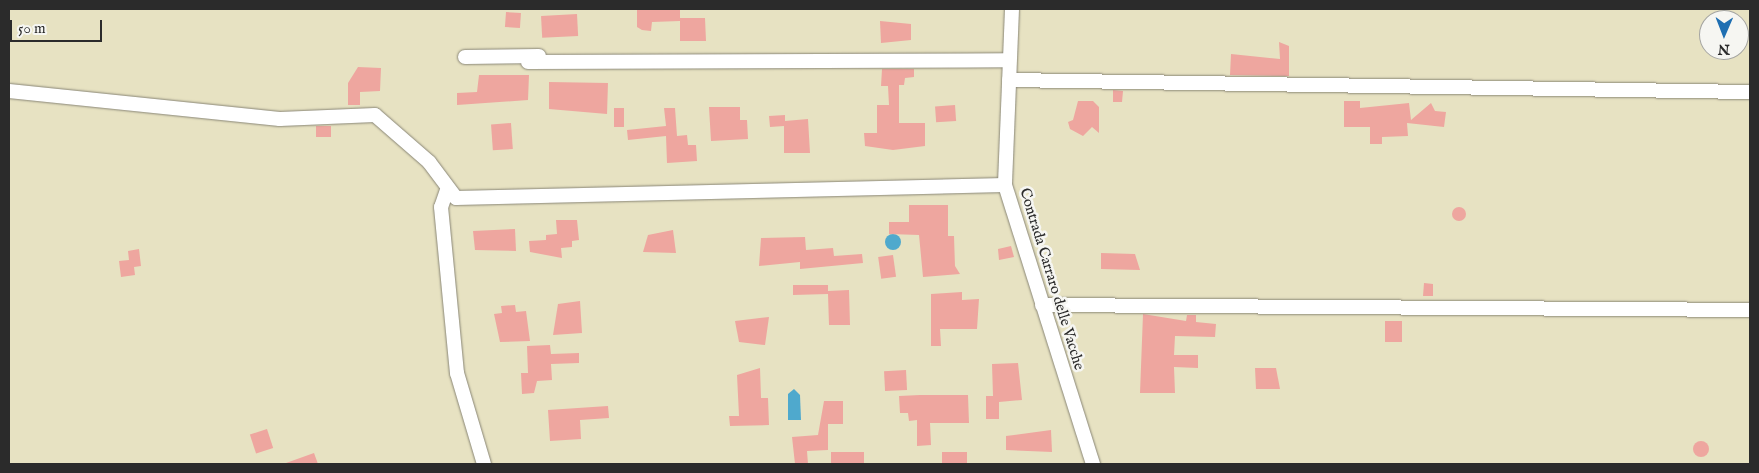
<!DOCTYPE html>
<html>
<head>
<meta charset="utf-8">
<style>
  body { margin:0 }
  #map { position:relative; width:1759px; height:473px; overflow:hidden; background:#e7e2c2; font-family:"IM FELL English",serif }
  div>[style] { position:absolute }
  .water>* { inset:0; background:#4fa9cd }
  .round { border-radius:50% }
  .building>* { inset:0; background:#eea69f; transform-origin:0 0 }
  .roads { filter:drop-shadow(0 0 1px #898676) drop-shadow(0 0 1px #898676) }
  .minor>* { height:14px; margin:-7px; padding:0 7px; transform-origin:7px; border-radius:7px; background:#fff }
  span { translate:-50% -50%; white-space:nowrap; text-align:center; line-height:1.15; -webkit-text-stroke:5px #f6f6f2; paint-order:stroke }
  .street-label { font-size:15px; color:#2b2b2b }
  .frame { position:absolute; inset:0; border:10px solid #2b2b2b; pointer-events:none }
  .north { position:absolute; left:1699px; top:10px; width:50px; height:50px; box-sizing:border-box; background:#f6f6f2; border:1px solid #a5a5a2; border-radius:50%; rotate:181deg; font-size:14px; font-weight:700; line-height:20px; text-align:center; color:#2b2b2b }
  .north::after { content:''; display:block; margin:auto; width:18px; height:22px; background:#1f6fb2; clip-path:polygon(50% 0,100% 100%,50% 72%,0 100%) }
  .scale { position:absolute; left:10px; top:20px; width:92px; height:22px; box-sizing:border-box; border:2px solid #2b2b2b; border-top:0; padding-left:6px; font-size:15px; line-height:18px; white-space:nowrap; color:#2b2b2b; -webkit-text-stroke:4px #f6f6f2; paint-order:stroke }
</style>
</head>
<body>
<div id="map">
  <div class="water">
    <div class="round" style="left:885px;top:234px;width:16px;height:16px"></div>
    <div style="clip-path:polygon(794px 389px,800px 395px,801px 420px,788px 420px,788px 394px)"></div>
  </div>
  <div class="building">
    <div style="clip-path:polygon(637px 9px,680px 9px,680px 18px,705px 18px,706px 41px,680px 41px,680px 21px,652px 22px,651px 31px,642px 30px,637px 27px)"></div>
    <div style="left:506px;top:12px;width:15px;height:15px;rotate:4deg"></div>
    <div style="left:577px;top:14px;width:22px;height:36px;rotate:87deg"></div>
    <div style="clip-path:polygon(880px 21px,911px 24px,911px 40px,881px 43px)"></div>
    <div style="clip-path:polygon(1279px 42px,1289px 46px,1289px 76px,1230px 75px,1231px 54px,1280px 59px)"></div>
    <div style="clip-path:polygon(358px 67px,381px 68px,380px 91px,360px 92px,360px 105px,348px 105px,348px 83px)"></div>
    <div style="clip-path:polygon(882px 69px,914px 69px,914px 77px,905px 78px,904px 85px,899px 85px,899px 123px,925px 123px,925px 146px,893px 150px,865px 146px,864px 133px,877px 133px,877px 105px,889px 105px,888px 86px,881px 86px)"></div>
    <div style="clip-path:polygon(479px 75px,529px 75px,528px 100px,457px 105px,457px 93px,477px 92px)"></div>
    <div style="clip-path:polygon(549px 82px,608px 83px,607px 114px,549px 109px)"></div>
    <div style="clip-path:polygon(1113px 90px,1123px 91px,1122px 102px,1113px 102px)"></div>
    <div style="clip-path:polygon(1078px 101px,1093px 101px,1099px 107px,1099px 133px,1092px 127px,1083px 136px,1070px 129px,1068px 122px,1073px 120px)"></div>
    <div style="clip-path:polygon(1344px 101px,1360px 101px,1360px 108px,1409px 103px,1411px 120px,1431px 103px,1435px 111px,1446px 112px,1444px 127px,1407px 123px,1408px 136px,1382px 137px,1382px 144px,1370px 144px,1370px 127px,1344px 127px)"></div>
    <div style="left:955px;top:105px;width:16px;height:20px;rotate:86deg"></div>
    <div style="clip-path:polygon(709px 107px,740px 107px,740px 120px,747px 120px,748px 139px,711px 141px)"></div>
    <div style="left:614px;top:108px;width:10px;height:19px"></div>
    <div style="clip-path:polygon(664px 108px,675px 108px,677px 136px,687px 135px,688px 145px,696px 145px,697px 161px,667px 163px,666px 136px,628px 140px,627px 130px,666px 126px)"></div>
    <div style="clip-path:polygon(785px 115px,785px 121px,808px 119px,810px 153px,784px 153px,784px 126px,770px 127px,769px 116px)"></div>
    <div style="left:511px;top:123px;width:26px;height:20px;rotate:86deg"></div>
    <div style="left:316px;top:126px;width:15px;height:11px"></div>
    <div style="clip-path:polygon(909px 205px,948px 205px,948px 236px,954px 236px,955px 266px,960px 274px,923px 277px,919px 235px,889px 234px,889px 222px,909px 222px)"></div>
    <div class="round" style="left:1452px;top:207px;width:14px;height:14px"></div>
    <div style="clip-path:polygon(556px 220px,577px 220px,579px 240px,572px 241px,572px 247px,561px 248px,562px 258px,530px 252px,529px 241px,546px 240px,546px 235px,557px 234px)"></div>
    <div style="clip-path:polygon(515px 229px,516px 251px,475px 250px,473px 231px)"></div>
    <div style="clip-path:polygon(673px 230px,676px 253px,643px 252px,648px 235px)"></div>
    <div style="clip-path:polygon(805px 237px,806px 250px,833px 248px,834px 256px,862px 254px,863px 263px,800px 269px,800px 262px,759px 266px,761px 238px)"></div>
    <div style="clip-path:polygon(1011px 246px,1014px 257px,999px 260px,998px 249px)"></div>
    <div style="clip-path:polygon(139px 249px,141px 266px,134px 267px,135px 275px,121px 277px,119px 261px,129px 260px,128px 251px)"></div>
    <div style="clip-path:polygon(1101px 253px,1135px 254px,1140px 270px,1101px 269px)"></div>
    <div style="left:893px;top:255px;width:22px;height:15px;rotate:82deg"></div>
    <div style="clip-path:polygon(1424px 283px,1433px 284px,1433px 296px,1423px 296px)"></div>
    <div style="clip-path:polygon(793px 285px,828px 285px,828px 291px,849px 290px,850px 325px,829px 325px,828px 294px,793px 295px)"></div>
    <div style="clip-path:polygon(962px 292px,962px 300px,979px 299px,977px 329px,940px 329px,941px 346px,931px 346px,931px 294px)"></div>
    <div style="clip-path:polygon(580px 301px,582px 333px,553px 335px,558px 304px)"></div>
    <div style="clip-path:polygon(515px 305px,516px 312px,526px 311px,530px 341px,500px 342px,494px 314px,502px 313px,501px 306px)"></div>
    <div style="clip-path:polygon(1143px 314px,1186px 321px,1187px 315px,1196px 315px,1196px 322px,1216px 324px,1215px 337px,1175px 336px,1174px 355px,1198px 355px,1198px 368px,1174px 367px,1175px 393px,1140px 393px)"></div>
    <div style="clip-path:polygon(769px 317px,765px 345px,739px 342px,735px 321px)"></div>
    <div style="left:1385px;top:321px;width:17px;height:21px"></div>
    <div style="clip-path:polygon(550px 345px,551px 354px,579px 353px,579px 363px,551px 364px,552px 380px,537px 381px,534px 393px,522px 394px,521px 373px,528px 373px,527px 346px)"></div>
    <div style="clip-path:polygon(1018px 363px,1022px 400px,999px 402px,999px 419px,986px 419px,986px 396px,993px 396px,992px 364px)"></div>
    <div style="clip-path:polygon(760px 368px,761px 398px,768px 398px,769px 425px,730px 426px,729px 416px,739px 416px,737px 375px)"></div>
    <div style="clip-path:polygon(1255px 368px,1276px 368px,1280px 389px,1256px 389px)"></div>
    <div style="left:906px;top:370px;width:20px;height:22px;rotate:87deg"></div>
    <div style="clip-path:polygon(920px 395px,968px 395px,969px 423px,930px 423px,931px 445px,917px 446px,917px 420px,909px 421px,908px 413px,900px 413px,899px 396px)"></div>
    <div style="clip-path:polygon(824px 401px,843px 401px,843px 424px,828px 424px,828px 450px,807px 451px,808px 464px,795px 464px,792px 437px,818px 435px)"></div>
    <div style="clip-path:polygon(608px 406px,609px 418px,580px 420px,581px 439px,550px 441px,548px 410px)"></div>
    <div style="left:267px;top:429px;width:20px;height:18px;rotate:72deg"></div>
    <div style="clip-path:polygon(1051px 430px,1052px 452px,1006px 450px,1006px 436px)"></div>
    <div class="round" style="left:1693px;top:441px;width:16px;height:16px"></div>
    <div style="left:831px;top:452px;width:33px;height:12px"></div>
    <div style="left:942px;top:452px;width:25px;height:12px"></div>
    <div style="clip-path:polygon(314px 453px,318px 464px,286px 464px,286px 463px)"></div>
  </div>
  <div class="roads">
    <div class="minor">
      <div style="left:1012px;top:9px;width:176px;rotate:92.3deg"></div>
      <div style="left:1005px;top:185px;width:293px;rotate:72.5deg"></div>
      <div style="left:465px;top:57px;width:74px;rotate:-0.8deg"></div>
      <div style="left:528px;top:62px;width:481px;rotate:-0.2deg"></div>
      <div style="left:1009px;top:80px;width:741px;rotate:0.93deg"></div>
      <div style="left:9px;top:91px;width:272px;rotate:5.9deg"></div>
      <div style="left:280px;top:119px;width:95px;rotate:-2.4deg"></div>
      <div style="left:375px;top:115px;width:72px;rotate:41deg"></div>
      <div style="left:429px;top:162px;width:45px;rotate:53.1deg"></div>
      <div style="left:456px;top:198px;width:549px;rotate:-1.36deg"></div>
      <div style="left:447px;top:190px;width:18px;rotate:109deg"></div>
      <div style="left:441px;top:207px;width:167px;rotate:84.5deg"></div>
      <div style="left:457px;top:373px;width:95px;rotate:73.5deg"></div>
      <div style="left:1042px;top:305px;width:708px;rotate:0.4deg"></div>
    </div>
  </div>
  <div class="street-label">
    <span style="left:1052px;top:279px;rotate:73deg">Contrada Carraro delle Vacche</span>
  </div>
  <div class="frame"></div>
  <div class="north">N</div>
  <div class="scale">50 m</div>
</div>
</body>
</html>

==

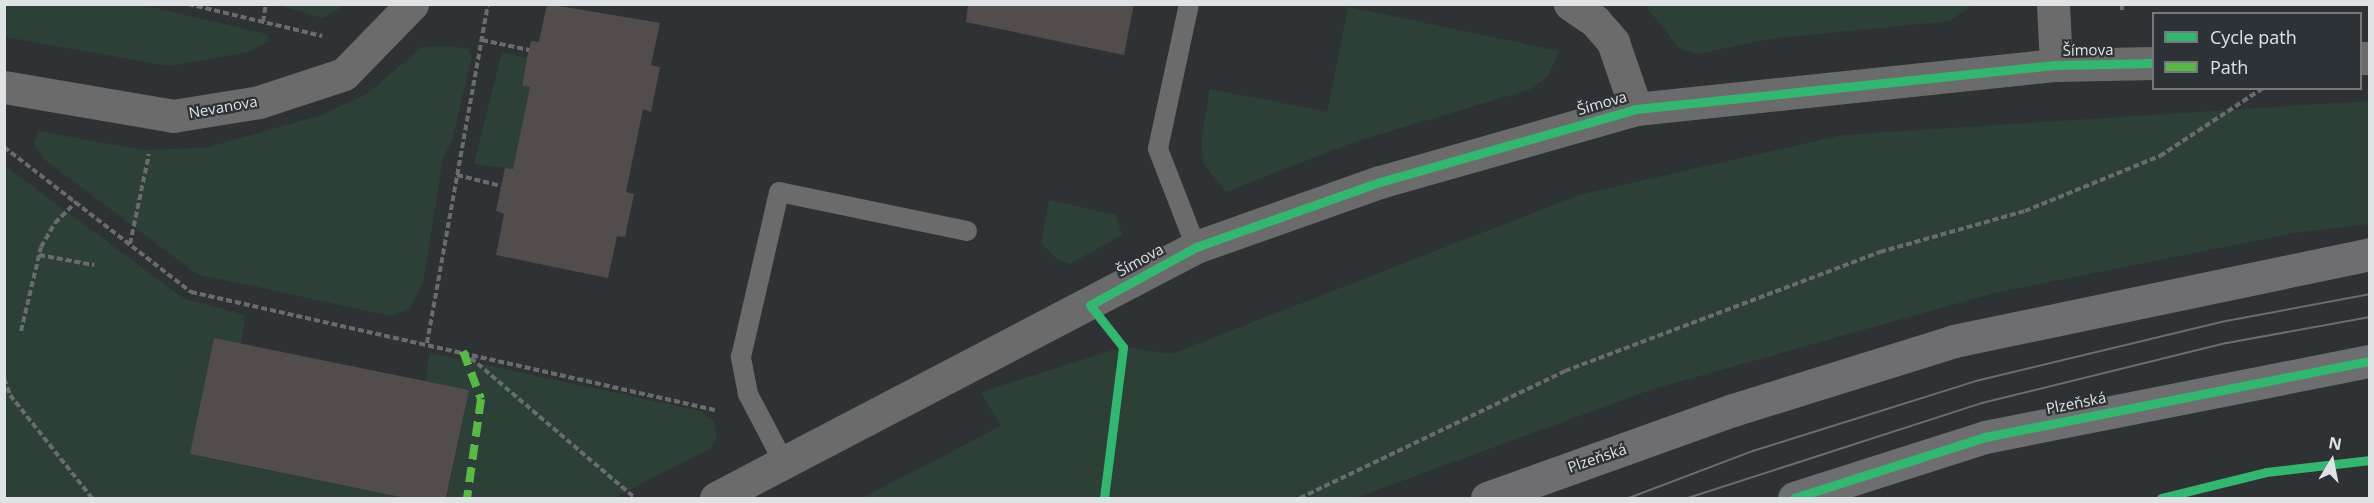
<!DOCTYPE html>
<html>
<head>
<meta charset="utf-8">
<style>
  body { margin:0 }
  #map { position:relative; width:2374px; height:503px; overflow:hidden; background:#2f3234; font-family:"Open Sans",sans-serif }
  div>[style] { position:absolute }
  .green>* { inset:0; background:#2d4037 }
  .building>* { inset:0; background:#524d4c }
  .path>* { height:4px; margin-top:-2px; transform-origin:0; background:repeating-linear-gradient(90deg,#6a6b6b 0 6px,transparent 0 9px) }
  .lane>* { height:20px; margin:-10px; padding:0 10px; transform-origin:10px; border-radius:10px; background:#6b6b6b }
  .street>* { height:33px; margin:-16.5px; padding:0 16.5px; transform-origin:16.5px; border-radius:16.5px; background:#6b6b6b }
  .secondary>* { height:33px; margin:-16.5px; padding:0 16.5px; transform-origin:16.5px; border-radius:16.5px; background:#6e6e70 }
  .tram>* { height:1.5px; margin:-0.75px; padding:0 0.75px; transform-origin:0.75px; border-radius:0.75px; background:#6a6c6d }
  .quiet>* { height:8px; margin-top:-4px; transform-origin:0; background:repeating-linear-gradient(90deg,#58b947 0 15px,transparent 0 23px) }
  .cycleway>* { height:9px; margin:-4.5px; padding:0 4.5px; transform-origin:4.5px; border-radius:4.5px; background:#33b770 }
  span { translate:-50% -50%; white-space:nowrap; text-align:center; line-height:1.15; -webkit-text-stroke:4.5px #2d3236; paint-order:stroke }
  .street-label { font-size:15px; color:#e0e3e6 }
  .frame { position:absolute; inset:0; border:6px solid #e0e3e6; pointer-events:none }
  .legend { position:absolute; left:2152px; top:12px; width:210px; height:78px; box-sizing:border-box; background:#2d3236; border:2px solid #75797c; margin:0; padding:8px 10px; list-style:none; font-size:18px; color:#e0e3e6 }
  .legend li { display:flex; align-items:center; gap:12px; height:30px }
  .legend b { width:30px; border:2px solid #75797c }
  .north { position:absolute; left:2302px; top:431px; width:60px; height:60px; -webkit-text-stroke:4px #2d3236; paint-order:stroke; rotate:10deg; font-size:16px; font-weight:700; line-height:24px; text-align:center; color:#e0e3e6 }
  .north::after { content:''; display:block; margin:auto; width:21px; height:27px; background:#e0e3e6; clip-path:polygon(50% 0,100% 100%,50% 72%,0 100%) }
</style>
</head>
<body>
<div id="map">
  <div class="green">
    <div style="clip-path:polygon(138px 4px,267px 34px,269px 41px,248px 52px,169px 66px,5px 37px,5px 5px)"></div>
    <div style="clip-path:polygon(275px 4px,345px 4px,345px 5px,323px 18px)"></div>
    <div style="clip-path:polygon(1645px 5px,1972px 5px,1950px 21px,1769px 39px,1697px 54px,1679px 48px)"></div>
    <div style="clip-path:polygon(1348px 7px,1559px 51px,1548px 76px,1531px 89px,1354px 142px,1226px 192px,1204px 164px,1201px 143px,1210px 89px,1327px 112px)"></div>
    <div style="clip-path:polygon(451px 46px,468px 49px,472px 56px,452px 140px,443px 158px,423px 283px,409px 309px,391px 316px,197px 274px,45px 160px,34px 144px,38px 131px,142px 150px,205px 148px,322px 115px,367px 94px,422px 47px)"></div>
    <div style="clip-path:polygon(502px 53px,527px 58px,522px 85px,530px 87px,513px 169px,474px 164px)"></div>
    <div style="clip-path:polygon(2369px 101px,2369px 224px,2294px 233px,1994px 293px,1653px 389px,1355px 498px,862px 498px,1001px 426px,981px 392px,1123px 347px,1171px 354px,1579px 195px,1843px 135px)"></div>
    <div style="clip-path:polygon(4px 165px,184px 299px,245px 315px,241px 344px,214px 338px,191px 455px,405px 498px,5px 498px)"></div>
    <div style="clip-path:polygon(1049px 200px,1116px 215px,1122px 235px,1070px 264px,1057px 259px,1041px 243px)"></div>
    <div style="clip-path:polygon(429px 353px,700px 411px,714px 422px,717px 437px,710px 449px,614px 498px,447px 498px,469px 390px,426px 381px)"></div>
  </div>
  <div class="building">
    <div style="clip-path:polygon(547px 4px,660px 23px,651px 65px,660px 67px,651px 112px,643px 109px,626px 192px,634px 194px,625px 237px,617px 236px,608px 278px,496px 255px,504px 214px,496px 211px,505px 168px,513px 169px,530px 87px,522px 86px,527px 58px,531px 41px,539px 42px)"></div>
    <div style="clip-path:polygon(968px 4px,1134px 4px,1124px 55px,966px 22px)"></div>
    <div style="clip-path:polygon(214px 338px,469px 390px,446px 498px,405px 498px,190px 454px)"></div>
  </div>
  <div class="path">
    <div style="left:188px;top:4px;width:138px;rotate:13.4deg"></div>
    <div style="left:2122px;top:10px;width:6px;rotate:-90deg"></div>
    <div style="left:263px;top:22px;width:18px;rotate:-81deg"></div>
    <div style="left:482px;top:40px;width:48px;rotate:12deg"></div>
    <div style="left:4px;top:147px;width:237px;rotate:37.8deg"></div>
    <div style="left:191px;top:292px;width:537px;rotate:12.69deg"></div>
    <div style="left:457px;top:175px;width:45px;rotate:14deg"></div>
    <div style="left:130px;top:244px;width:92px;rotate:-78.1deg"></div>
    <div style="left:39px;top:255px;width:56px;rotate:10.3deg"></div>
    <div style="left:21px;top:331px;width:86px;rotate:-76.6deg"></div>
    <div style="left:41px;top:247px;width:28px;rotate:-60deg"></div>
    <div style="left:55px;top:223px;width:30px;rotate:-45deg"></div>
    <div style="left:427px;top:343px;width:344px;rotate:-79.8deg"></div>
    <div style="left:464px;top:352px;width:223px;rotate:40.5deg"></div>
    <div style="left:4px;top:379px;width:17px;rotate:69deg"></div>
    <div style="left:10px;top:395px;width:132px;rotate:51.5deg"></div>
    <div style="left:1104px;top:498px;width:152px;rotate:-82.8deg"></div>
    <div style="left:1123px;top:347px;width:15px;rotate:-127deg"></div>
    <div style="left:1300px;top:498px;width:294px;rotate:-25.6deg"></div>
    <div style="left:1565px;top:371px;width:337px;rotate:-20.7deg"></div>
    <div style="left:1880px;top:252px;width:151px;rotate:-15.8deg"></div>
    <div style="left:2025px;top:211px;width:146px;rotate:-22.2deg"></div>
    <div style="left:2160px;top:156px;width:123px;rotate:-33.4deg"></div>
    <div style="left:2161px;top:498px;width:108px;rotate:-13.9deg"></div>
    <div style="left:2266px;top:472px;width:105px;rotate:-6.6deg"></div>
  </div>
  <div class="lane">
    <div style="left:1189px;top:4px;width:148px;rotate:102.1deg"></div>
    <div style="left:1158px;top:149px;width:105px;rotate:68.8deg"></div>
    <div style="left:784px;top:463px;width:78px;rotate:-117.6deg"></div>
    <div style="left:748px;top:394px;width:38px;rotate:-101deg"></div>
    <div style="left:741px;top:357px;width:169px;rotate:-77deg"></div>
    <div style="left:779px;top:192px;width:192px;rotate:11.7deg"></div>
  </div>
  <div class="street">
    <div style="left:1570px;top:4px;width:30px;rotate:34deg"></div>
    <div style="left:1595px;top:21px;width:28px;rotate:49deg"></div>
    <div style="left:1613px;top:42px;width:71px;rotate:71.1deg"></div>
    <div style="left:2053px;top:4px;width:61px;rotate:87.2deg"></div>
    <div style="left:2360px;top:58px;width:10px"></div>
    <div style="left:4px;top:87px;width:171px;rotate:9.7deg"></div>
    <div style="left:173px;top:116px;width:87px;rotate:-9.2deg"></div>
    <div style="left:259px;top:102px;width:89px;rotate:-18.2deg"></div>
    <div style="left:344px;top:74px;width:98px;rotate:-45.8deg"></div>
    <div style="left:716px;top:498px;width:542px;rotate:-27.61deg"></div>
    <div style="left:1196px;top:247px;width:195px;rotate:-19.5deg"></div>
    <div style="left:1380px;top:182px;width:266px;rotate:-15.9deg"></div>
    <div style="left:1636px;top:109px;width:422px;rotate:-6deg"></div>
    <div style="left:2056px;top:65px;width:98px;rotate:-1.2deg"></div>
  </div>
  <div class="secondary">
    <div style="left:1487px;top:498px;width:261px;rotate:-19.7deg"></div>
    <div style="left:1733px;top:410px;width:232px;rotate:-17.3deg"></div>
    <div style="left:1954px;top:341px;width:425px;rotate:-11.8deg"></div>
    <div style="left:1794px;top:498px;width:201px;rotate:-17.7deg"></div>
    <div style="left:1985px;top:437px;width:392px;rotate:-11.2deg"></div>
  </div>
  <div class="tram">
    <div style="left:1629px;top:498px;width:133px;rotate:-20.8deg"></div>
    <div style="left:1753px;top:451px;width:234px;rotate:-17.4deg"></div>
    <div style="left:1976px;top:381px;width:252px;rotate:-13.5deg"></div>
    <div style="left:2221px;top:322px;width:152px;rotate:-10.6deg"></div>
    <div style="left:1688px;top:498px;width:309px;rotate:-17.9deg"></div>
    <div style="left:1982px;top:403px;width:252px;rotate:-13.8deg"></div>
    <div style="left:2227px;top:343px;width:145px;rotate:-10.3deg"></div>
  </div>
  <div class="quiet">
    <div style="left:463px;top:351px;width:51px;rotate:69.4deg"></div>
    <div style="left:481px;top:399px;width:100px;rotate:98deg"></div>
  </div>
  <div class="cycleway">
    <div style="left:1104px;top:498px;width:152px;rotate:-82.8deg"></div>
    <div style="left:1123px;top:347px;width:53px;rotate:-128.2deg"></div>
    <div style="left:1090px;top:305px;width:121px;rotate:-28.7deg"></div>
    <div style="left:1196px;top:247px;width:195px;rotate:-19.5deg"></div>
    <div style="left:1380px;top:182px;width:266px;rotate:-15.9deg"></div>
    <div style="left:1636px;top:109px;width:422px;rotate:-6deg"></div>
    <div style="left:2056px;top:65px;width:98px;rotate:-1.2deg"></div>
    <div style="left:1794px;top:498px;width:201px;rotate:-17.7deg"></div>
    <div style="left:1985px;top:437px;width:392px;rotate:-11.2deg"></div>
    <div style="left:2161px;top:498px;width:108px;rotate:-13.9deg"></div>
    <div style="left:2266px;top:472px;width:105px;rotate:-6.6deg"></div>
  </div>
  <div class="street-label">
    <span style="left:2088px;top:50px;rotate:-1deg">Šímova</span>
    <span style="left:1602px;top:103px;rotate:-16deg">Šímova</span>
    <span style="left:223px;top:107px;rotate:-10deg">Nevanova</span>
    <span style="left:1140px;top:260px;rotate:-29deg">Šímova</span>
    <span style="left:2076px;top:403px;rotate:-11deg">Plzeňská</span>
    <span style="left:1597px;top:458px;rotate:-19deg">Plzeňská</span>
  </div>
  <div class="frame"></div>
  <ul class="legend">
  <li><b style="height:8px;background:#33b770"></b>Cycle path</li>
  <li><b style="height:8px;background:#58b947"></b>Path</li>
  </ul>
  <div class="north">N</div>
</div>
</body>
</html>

> _TRY IT_: If a line in the records holds the string "overflow", copy it.

> _TASK RESULT_:
  #map { position:relative; width:1759px; height:473px; overflow:hidden; background:#e7e2c2; font-family:"IM FELL English",serif }
  #map { position:relative; width:2374px; height:503px; overflow:hidden; background:#2f3234; font-family:"Open Sans",sans-serif }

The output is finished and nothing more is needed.